“All that we are is the result of what we have thought. The mind is everything. What we think, we become.” – Buddha
Steve Jobs, the co-founder of Apple Computer, Inc., passed away last night (Wednesday, October 5th, 2011) – less than two months after his resignation as Apple’s CEO. The company has released a statement stating that Steve’s long-time battle with pancreatic cancer was the cause.
Jobs has been considered legendary in the technology industry ever since his founding of Apple with Steve Wozniak, bringing a unique flair and sense of personality to an otherwise very lock-step industry that seemed hell-bent on chasing after IBM. Though his artistic and consumer-based ideas for the company succeeded wonderfully, an industry-wide lull in sales and difficulty with his other Apple team members caused Steve to leave the company for a time in 1985 and instead start a new computer company called NeXT.

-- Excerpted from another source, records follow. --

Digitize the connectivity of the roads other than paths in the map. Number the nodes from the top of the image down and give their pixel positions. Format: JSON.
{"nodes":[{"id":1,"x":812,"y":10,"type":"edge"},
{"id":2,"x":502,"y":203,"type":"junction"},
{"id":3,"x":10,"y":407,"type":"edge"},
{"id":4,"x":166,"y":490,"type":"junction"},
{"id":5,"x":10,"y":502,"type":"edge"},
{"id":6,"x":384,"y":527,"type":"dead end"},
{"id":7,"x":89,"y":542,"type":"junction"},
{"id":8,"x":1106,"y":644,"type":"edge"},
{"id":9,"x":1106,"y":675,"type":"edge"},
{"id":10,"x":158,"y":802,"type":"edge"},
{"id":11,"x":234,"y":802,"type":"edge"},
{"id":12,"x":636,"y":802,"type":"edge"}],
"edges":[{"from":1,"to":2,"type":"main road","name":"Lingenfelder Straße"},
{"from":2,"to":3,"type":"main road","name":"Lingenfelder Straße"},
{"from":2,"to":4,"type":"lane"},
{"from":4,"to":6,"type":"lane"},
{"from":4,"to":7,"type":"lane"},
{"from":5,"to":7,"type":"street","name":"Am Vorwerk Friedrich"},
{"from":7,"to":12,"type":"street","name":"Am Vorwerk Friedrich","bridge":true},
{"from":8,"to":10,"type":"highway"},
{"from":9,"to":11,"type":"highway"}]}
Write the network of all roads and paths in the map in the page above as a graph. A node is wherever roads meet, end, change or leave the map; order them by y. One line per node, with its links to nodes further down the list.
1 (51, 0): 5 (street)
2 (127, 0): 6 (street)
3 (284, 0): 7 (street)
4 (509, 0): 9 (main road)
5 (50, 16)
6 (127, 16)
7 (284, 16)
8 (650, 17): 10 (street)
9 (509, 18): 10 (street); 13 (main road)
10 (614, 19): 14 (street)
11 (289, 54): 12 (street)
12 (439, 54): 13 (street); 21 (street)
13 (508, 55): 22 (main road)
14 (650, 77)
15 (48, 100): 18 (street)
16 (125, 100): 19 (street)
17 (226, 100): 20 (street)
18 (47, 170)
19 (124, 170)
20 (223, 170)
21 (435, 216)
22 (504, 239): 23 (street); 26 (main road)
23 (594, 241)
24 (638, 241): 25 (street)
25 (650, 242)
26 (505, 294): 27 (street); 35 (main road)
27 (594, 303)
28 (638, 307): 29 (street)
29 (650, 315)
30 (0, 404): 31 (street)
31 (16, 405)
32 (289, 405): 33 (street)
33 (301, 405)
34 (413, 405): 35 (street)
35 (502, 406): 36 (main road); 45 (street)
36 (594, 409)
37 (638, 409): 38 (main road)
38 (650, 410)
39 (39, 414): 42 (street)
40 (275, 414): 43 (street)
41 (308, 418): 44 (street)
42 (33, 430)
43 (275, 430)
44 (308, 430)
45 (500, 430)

Not all that many people have heard of NeXT (or even realize Jobs had left Apple for more than a decade), but even that startup turned into a tremendously important moment in computer history. Originally, Steve created the company to serve the educational workstation market that Apple had given up ground on. However, the cost of the workstations were too large for the market to bear, and NeXT began to instead focus on Steve’s software goals – including email that could allow pictures, sound, or even video. These ideas, considered impossible at the time, became the foundation for what would become the Internet as we know it.
NeXTMail eventually became part of the OS NeXTSTEP, which was historic for multiple reasons including being the first OS to offer object-oriented programming, and the very first Web browser ever. For you history buffs, a NeXT Workstation at CERN was also the very first webserver on the World Wide Web. With Steve’s vision now turning into reality, Apple bought the company back up with the last of its languishing cash reserves that had been depleted during his absence, and placed him back at the top as CEO.

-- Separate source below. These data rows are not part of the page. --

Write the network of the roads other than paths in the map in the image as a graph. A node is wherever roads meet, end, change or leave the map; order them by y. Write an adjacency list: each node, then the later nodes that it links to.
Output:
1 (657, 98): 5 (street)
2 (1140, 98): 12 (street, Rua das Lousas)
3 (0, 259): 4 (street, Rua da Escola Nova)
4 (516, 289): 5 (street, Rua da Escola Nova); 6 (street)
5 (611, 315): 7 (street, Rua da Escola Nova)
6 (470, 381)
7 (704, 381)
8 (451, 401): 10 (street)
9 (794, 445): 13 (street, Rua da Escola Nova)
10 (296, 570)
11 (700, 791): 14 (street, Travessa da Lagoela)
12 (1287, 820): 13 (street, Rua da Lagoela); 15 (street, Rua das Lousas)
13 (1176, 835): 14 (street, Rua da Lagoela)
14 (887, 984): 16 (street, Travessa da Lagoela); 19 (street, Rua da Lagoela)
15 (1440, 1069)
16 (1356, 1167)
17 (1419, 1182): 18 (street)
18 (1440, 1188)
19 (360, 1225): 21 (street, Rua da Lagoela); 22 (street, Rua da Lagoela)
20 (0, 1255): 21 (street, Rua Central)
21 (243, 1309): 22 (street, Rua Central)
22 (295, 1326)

The rest, as they say, is history… and history that we all know well. Apple has grown to be the largest market-capitalized company in the world for the time-being, and the vision of Steve Jobs has touched nearly every aspect of consumer life. From MP3 players to the Internet to the programming languages that tie them all together, his “consumer only, not first” concepts have revolutionized and mainstreamed technology.

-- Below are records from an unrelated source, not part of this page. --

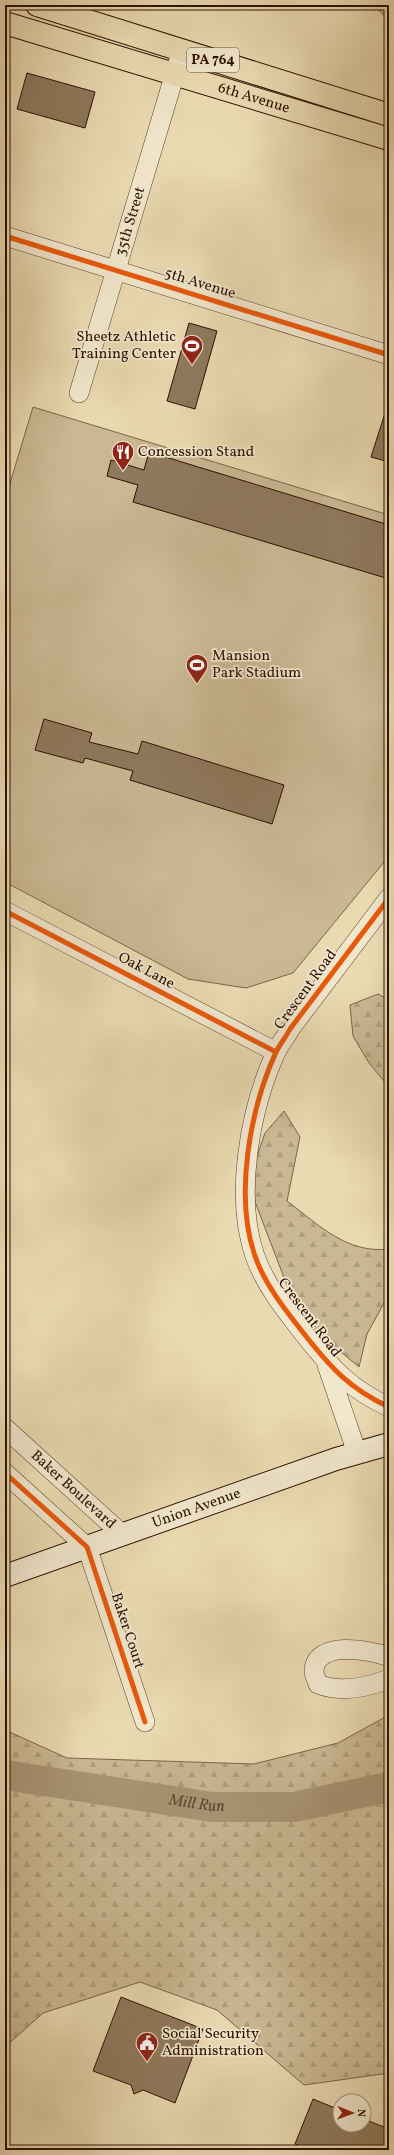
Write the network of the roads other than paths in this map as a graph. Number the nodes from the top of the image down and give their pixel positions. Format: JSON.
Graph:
{"nodes":[{"id":1,"x":36,"y":5,"type":"edge"},
{"id":2,"x":5,"y":23,"type":"edge"},
{"id":3,"x":182,"y":50,"type":"junction"},
{"id":4,"x":174,"y":74,"type":"junction"},
{"id":5,"x":389,"y":115,"type":"edge"},
{"id":6,"x":389,"y":139,"type":"edge"},
{"id":7,"x":5,"y":236,"type":"edge"},
{"id":8,"x":116,"y":271,"type":"junction"},
{"id":9,"x":389,"y":355,"type":"edge"},
{"id":10,"x":79,"y":393,"type":"dead end"},
{"id":11,"x":389,"y":898,"type":"edge"},
{"id":12,"x":5,"y":911,"type":"edge"},
{"id":13,"x":276,"y":1052,"type":"junction"},
{"id":14,"x":326,"y":1361,"type":"junction"},
{"id":15,"x":389,"y":1406,"type":"edge"},
{"id":16,"x":5,"y":1428,"type":"edge"},
{"id":17,"x":389,"y":1444,"type":"edge"},
{"id":18,"x":357,"y":1453,"type":"junction"},
{"id":19,"x":5,"y":1473,"type":"edge"},
{"id":20,"x":123,"y":1535,"type":"junction"},
{"id":21,"x":87,"y":1547,"type":"junction"},
{"id":22,"x":5,"y":1576,"type":"edge"},
{"id":23,"x":389,"y":1657,"type":"edge"},
{"id":24,"x":389,"y":1679,"type":"edge"},
{"id":25,"x":145,"y":1722,"type":"dead end"}],
"edges":[{"from":1,"to":3,"type":"main road","name":"6th Avenue","number":"PA 764"},
{"from":2,"to":4,"type":"main road","name":"6th Avenue","number":"PA 764"},
{"from":3,"to":4,"type":"street","name":"35th Street"},
{"from":3,"to":5,"type":"main road","name":"6th Avenue","number":"PA 764"},
{"from":4,"to":6,"type":"main road","name":"6th Avenue","number":"PA 764"},
{"from":4,"to":8,"type":"street","name":"35th Street"},
{"from":7,"to":8,"type":"street","name":"5th Avenue"},
{"from":8,"to":9,"type":"street","name":"5th Avenue"},
{"from":8,"to":10,"type":"street","name":"35th Street"},
{"from":11,"to":13,"type":"street","name":"Crescent Road"},
{"from":12,"to":13,"type":"street","name":"Oak Lane"},
{"from":13,"to":14,"type":"street","name":"Crescent Road"},
{"from":14,"to":15,"type":"street","name":"Crescent Road"},
{"from":14,"to":18,"type":"street","name":"Crescent Road"},
{"from":16,"to":20,"type":"street","name":"Baker Boulevard"},
{"from":17,"to":18,"type":"main road","name":"Union Avenue"},
{"from":18,"to":20,"type":"main road","name":"Union Avenue"},
{"from":19,"to":21,"type":"street"},
{"from":20,"to":21,"type":"main road","name":"Union Avenue"},
{"from":21,"to":22,"type":"main road","name":"Union Avenue"},
{"from":21,"to":25,"type":"street","name":"Baker Court"},
{"from":23,"to":24,"type":"street"}]}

Whether loved or hated, all of technology will forever owe a debt of gratitude to Steve Jobs. NeXT helped create the World Wide Web. The iMacs and MacBooks pulled computers out of the back office and into front-room aesthetic planning, something that every modder can appreciate. The iPod pulled music out of the dark ages and made us reconsider portability altogether, bringing to light not just incredible convenience but also consumer rights and awareness (which Apple then helped defend). The iPhone made carrying the world in your pocket not just a possibility, but an everyday reality.
Steve Jobs made technology cool and turned geek into chic – and that will never be forgotten. Rest in Peace, Steve… and, thanks for everything.